When she left, I lost the chance to hear from a loving grandmother struggling to cope with so much pain and trouble, and she lost a chance to learn how take those problems where they belonged, which was not in a Facebook post to a stranger.

There is nothing to be  gained by hating each other.

But she was offended, and stormed off in a huff, as often happens with people who are used to giving opinions freely, but are not able to bear them. Quite often, I am accused of being a digital bully, of being cruel and ferocious, a “thug” as one person suggested, to people who are just trying to help me.

I hope these people never meet a real bully or a thug.

She was not interested I what I had to say. I never told this woman to go away or tried to drive her off of my blog.  She was quite welcome to stay, even though she didn’t like what I said, and I didn’t like what she said

But because I dared to disagree with her and challenge her,  she was outraged and had to run away, or storm away. She could not possibly stay and read my writing any longer.

There it is, really.

I disagree with people all the time, and they disagree with me all the time, every day, in many different forms, in paper and online, on Facebook and Twitter texts. Disagreement is healthy, it is democratic, it is human. I can’t imagine reading anyone’s blog every day if I never disagreed with it. What’s the point of that? I can enable myself.

I see many writers, especially online, who live only for the sappy and dependable feedback of social media. Praise is cheaply offered and easily gained. Dialogue is something else.

Hatred for the other is a sickness now, it has spread virally all over the country, it starts in one place and then moves on to other places.  There is no better and quicker vehicle for spreading hatred than TV screens and the Internet.

If you hate and fear a refugee, you will soon enough figure out how to hate  a Jew, or an African-American, or a Mexican. People have always needed people to hate, it makes their small lives bigger, and our world smaller.

I celebrate a world with disagreement. I just want to make sure I disagree better.

 

4 Comments

  1. I have come to disagreement late in life. I have,often feared conflict…have taken flight or outwardly agreed with someone just to keep the peace. But today, I want to learn from others. This means being open, and focused on listening. As always, our worlds are shaped by our experiences and our thoughts. Choosing to get better at disagreeing is a great place to meet people, loving rather than hating, and having brand new experiences. Thank you Jon.

  2. Hi Jon. Thank you for writing about hatred and the money that is made off off of it. A dear friend has been ripped apart on goggle’s complaint board. At first she defended herself and good people immediately wrote. Then a troll comes by and said it’s all made up. The good people are silenced because they are not important. The hateful build off each other and get all the attention This past Friday my friend was in court all day telling her side. All this social media is new to me. Thank you for your writing and photography that I am able to read and love every day.

  3. I admire that you can agree to disagree. I like that about you.
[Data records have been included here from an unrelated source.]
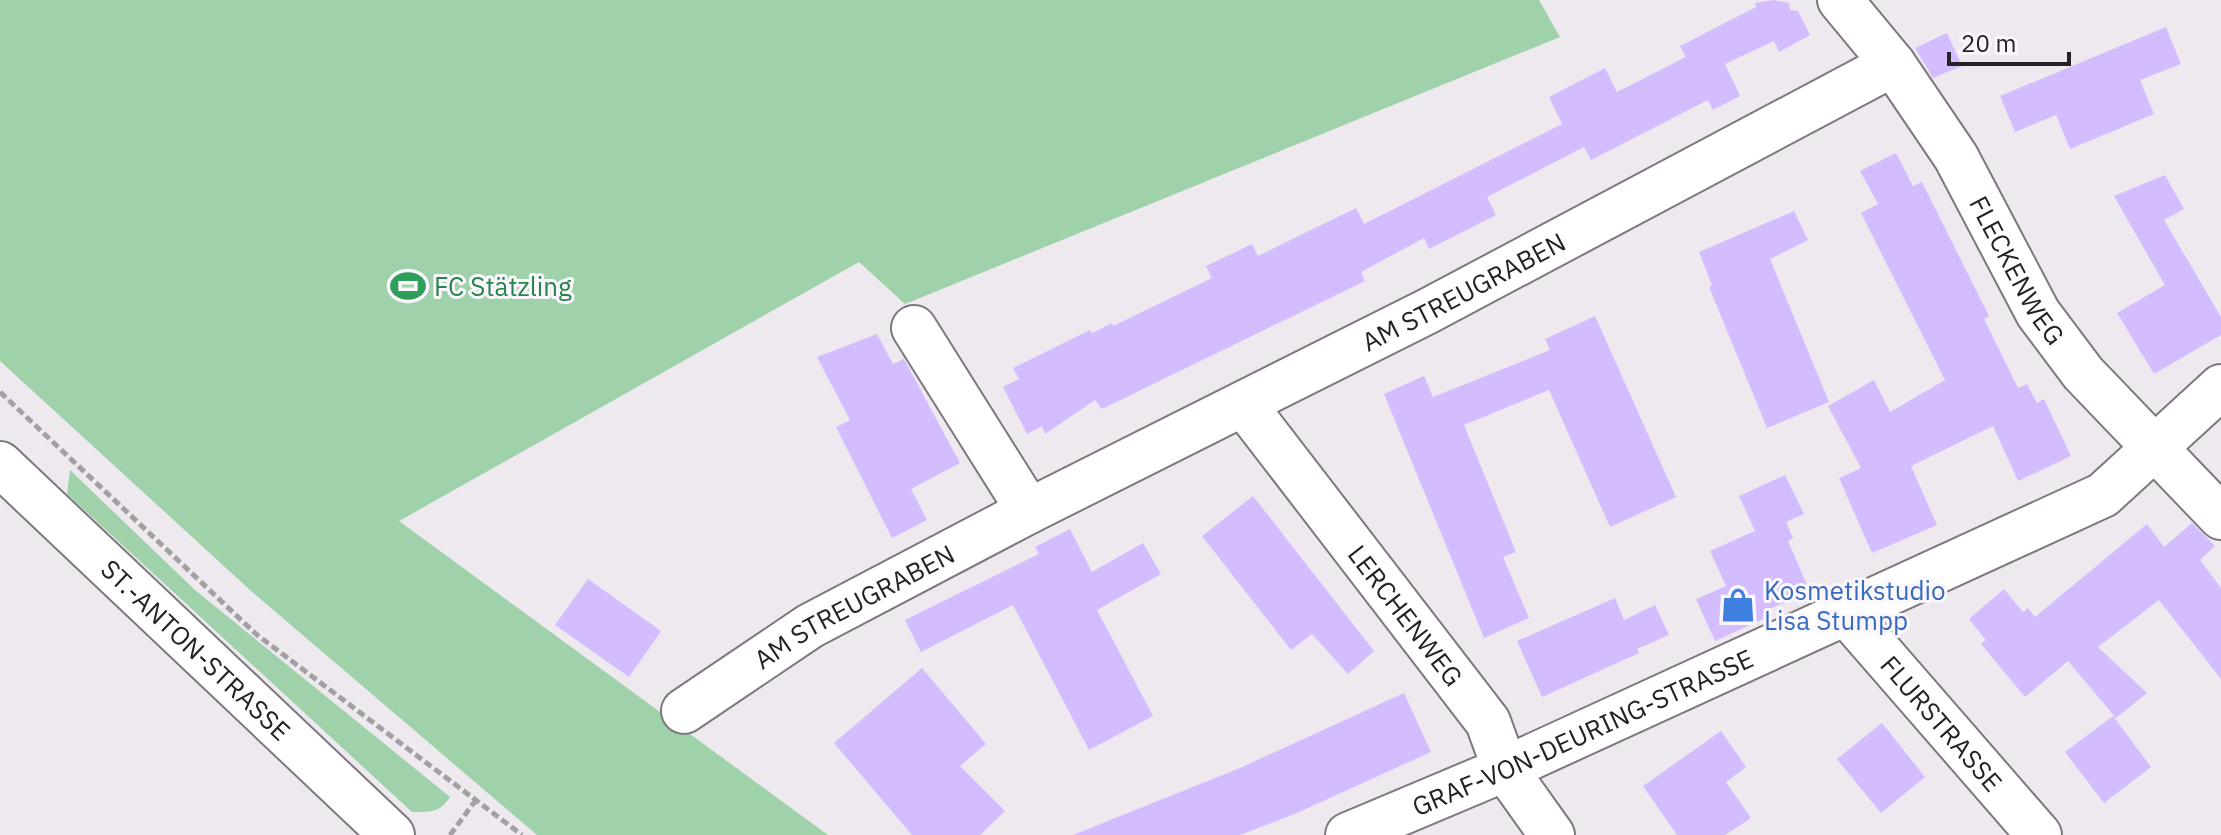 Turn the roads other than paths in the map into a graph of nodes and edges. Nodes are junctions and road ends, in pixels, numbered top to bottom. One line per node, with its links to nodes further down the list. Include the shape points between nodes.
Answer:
1 (1840, 0): 2 (street, FLECKENWEG)
2 (1893, 64): 5 (street, AM STREUGRABEN); 6 (street, FLECKENWEG, via 1956,157 2038,313 2083,373)
3 (914, 328): 8 (street)
4 (2221, 387): 6 (street, GRAF-VON-DEURING-STRASSE)
5 (1245, 406): 8 (street, AM STREUGRABEN); 12 (street, LERCHENWEG, via 1488,722)
6 (2153, 448): 9 (street, FLECKENWEG); 10 (street, GRAF-VON-DEURING-STRASSE, via 2103,495)
7 (0, 464): 13 (street, ST.-ANTON-STRASSE)
8 (1029, 511): 11 (street, AM STREUGRABEN, via 810,626)
9 (2221, 517)
10 (1846, 613): 12 (street, GRAF-VON-DEURING-STRASSE); 16 (street, FLURSTRASSE)
11 (684, 711)
12 (1505, 769): 14 (street, GRAF-VON-DEURING-STRASSE); 15 (street, LERCHENWEG)
13 (392, 835)
14 (1348, 835)
15 (1552, 835)
16 (2039, 835)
That and your many kindnesses. I’ve been finding reading about the hate harmful. I forget sometimes and get drawn back into it but I find myself becoming distracted by it such that it interferes with my peace of mind. I wonder if I’m like a turtle pulling my head back in blocking out the world. Or is it a boundary? Which ever it is I must protect myself from the fear and hatred. If it doesn’t promote peace then it is harmful to me.